▶ What the exercise asks: Go through the records below and report each line with "roads" in it.
----------
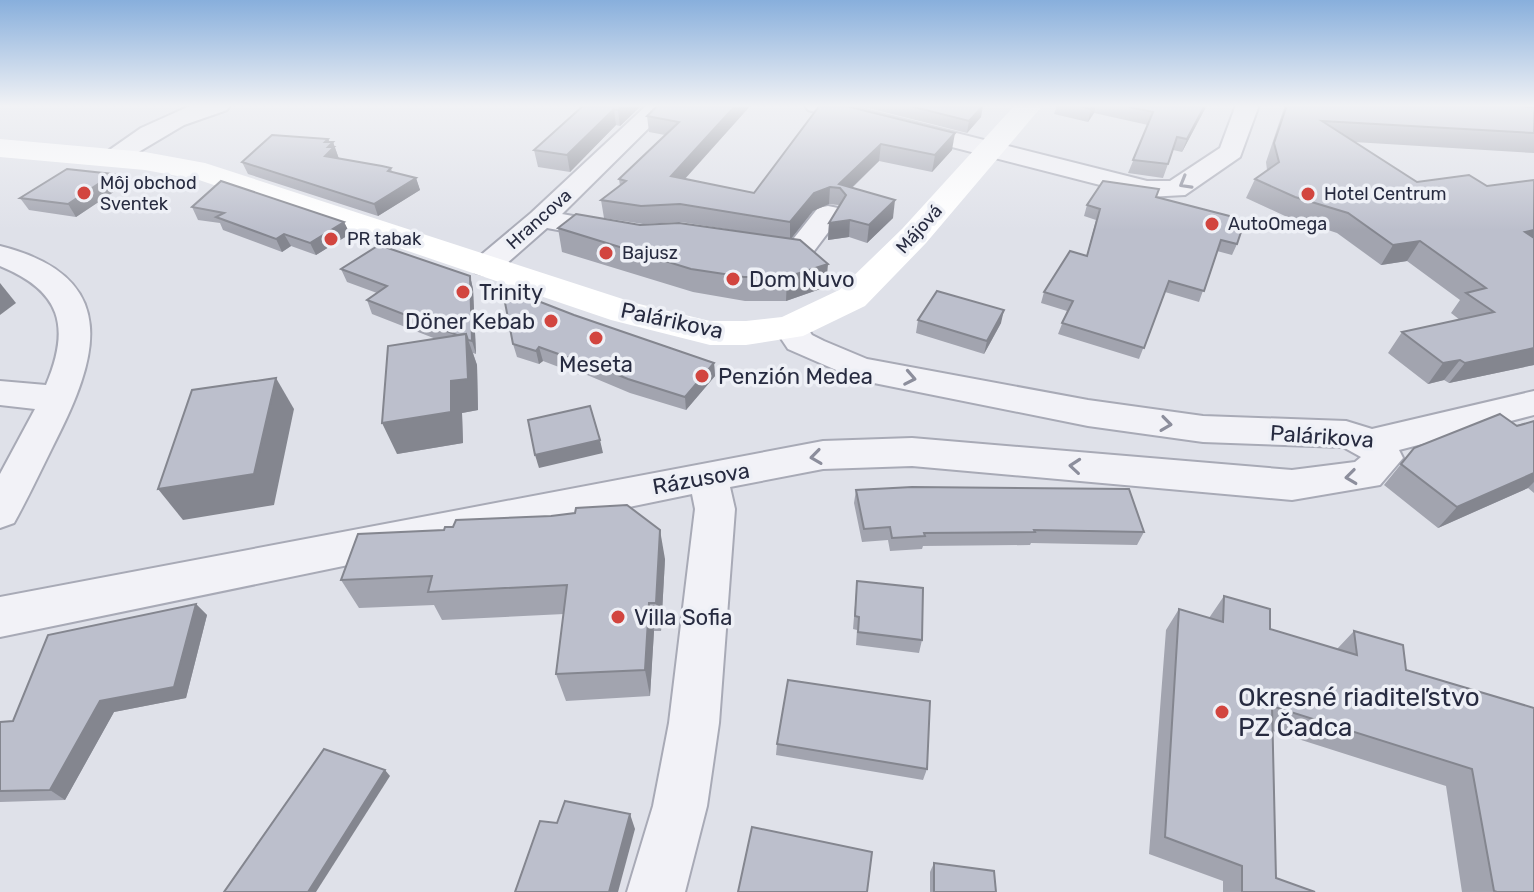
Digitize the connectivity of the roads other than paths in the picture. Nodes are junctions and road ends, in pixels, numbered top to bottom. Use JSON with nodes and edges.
{"nodes":[{"id":1,"x":128,"y":147,"type":"edge"},
{"id":2,"x":617,"y":147,"type":"edge"},
{"id":3,"x":977,"y":147,"type":"edge"},
{"id":4,"x":993,"y":147,"type":"edge"},
{"id":5,"x":1233,"y":147,"type":"edge"},
{"id":6,"x":0,"y":148,"type":"edge"},
{"id":7,"x":990,"y":150,"type":"junction"},
{"id":8,"x":111,"y":158,"type":"junction"},
{"id":9,"x":828,"y":214,"type":"dead end"},
{"id":10,"x":541,"y":219,"type":"junction"},
{"id":11,"x":643,"y":236,"type":"edge"},
{"id":12,"x":724,"y":242,"type":"edge"},
{"id":13,"x":0,"y":255,"type":"edge"},
{"id":14,"x":486,"y":266,"type":"junction"},
{"id":15,"x":790,"y":328,"type":"junction"},
{"id":16,"x":0,"y":393,"type":"edge"},
{"id":17,"x":59,"y":399,"type":"junction"},
{"id":18,"x":1534,"y":403,"type":"edge"},
{"id":19,"x":1371,"y":443,"type":"junction"},
{"id":20,"x":708,"y":476,"type":"junction"},
{"id":21,"x":0,"y":512,"type":"edge"},
{"id":22,"x":0,"y":617,"type":"edge"},
{"id":23,"x":656,"y":892,"type":"edge"}],
"edges":[{"from":1,"to":8,"type":"street"},
{"from":2,"to":10,"type":"street","name":"Hrancova"},
{"from":3,"to":7,"type":"street"},
{"from":4,"to":7,"type":"main road","name":"Májová"},
{"from":5,"to":7,"type":"street","one_way":true},
{"from":6,"to":8,"type":"main road","name":"Palárikova"},
{"from":7,"to":15,"type":"main road","name":"Májová"},
{"from":8,"to":14,"type":"main road","name":"Palárikova"},
{"from":9,"to":12,"type":"street"},
{"from":10,"to":11,"type":"street"},
{"from":10,"to":14,"type":"street","name":"Hrancova"},
{"from":13,"to":17,"type":"street"},
{"from":14,"to":15,"type":"main road","name":"Palárikova"},
{"from":15,"to":19,"type":"street","name":"Palárikova","one_way":true},
{"from":16,"to":17,"type":"street"},
{"from":17,"to":21,"type":"street"},
{"from":18,"to":19,"type":"street","name":"Palárikova"},
{"from":19,"to":20,"type":"street","name":"Rázusova","one_way":true},
{"from":20,"to":22,"type":"street","name":"Rázusova"},
{"from":20,"to":23,"type":"street"}]}
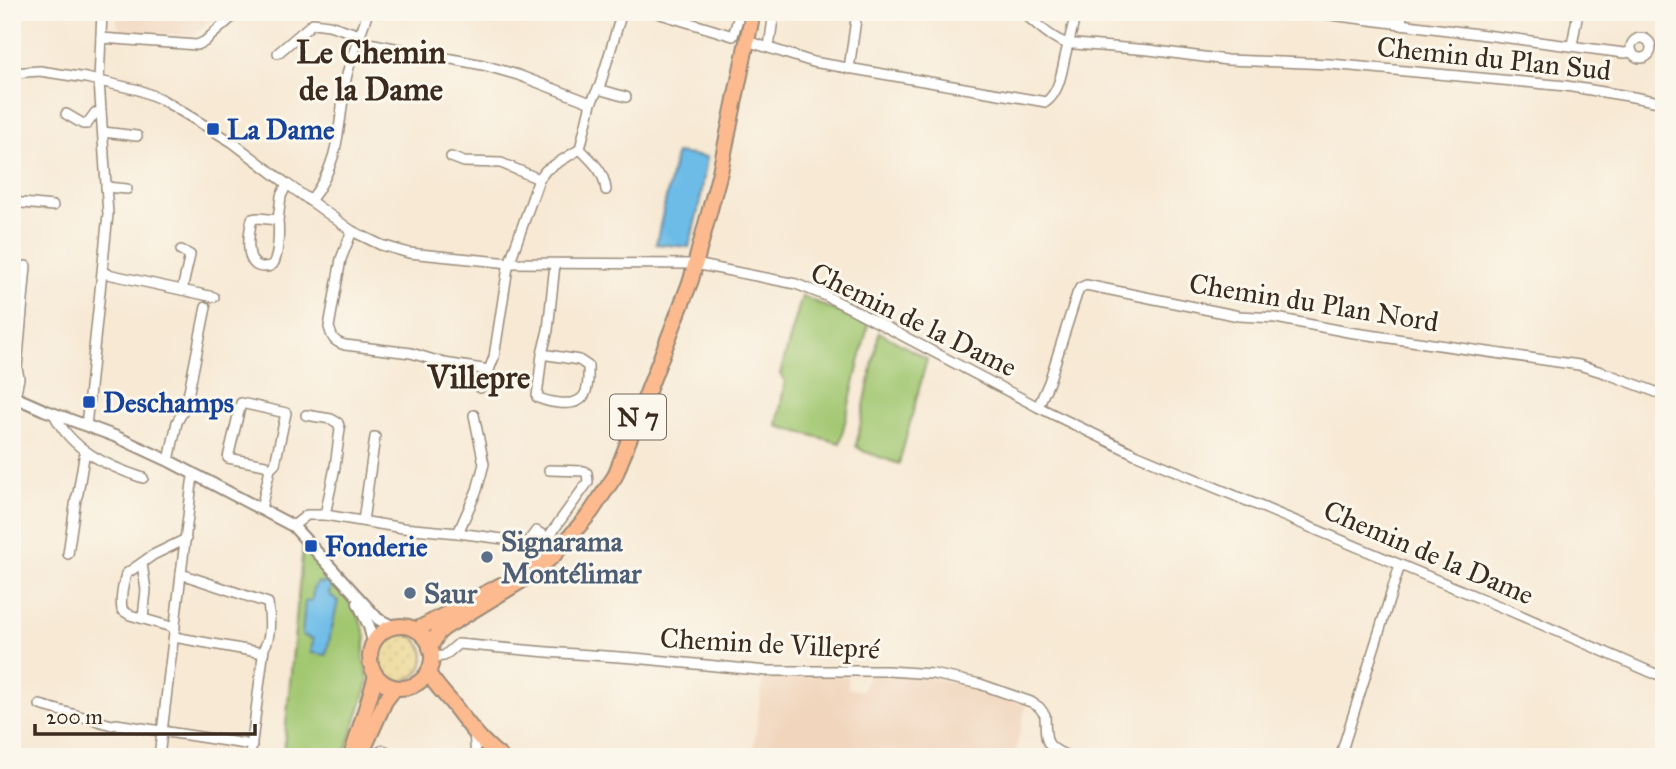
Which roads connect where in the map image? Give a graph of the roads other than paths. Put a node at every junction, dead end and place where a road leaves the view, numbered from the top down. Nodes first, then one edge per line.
1 (102, 12) edge
2 (238, 12) edge
3 (368, 12) edge
4 (622, 12) edge
5 (654, 12) edge
6 (740, 12) edge
7 (753, 12) edge
8 (774, 12) edge
9 (857, 12) edge
10 (1022, 12) edge
11 (1075, 12) edge
12 (1308, 12) edge
13 (1402, 12) edge
14 (1578, 12) edge
15 (1401, 25) junction
16 (101, 38) junction
17 (359, 38) junction
18 (740, 39) junction
19 (1068, 45) junction
20 (1572, 45) junction
21 (769, 47) junction
22 (1632, 52) dead end
23 (278, 53) dead end
24 (849, 69) junction
25 (12, 73) edge
26 (99, 81) junction
27 (598, 89) junction
28 (626, 97) dead end
29 (591, 103) junction
30 (1664, 103) edge
31 (101, 113) junction
32 (66, 114) dead end
33 (103, 132) junction
34 (137, 136) dead end
35 (580, 149) junction
36 (451, 157) dead end
37 (539, 179) junction
38 (286, 184) junction
39 (107, 187) junction
40 (127, 189) dead end
41 (606, 190) dead end
42 (310, 201) junction
43 (12, 202) edge
44 (53, 206) dead end
45 (278, 220) junction
46 (352, 231) junction
47 (181, 250) dead end
48 (510, 263) junction
49 (555, 264) junction
50 (695, 264) junction
51 (26, 266) dead end
52 (103, 273) junction
53 (182, 290) junction
54 (214, 297) dead end
55 (206, 307) dead end
56 (542, 354) junction
57 (488, 370) junction
58 (480, 388) dead end
59 (1664, 395) edge
60 (13, 396) edge
61 (1038, 407) junction
62 (54, 414) junction
63 (306, 415) dead end
64 (474, 415) dead end
65 (86, 426) junction
66 (375, 438) dead end
67 (85, 451) junction
68 (169, 461) junction
69 (270, 469) junction
70 (550, 470) dead end
71 (194, 473) junction
72 (143, 478) dead end
73 (261, 509) junction
74 (325, 515) junction
75 (363, 521) junction
76 (293, 526) junction
77 (458, 533) junction
78 (186, 539) junction
79 (68, 554) dead end
80 (554, 555) junction
81 (142, 564) junction
82 (1400, 565) junction
83 (181, 574) junction
84 (352, 592) junction
85 (143, 618) junction
86 (394, 627) junction
87 (416, 630) junction
88 (174, 633) junction
89 (373, 642) junction
90 (263, 653) junction
91 (431, 653) junction
92 (376, 676) junction
93 (1664, 676) edge
94 (423, 678) junction
95 (395, 688) junction
96 (40, 705) dead end
97 (162, 732) junction
98 (252, 745) junction
99 (480, 753) edge
100 (159, 757) edge
101 (250, 757) edge
102 (351, 757) edge
103 (360, 757) edge
104 (377, 757) edge
105 (400, 757) edge
106 (501, 757) edge
107 (1070, 757) edge
108 (1339, 757) edge

1 - 16 street
2 - 16 street
3 - 17 street
4 - 27 street
5 - 18 street
6 - 18 street
7 - 18 main road, N 7
8 - 21 street
9 - 24 street
10 - 19 street, Chemin du Plan Sud
11 - 19 street
12 - 15 street
13 - 15 street
14 - 20 street
15 - 20 street
16 - 26 street
17 - 23 street
17 - 29 street
17 - 42 street
18 - 21 street
18 - 50 main road, N 7
19 - 24 street
19 - 30 street, Chemin du Plan Sud
20 - 22 street
21 - 24 street
25 - 26 street, Chemin de la Dame
26 - 31 street
26 - 38 street, Chemin de la Dame
27 - 28 street
27 - 29 street
29 - 35 street
31 - 32 street
31 - 33 street
33 - 34 street
33 - 39 street
35 - 37 street
35 - 41 street
36 - 37 street
37 - 48 street
38 - 42 street, Chemin de la Dame
38 - 45 street
39 - 40 street
39 - 52 street
42 - 46 street, Chemin de la Dame
43 - 44 street
45 - 45 street
46 - 48 street, Chemin de la Dame
46 - 57 street
47 - 53 street
48 - 49 street, Chemin de la Dame
48 - 57 street
49 - 50 street, Chemin de la Dame
49 - 56 street
50 - 61 street, Chemin de la Dame
50 - 80 main road, N 7
51 - 60 street
52 - 53 street
52 - 65 street
53 - 54 street
55 - 68 street
56 - 56 street
57 - 58 street
59 - 61 street, Chemin du Plan Nord
60 - 62 street
61 - 82 street, Chemin de la Dame
62 - 65 street
62 - 67 street
63 - 74 street
64 - 77 street
65 - 68 street
66 - 75 street
67 - 72 street
67 - 79 street
68 - 71 street
69 - 69 street
69 - 73 street
70 - 77 street
71 - 73 street
71 - 78 street
73 - 76 street
74 - 75 street
74 - 76 street
75 - 77 street
76 - 84 street
78 - 81 street
78 - 83 street
80 - 87 main road, N 7
80 - 91 main road, N 7
81 - 85 street
81 - 85 street
82 - 93 street, Chemin de la Dame
82 - 108 street
83 - 88 street
83 - 90 street
84 - 86 street
84 - 89 street
85 - 88 street
86 - 87 main road
86 - 89 main road
87 - 91 main road
88 - 90 street
88 - 97 street
89 - 92 main road
90 - 98 street
91 - 94 main road
91 - 107 street, Chemin de Villepré
92 - 95 main road
92 - 102 main road
94 - 95 main road
94 - 99 main road
95 - 103 main road
96 - 97 street
97 - 98 street
97 - 100 street
98 - 101 street
99 - 106 main road
104 - 105 street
----------
▶ Expected answer:
Digitize the connectivity of the roads other than paths in the picture. Nodes are junctions and road ends, in pixels, numbered top to bottom. Use JSON with nodes and edges.
Which roads connect where in the map image? Give a graph of the roads other than paths. Put a node at every junction, dead end and place where a road leaves the view, numbered from the top down. Nodes first, then one edge per line.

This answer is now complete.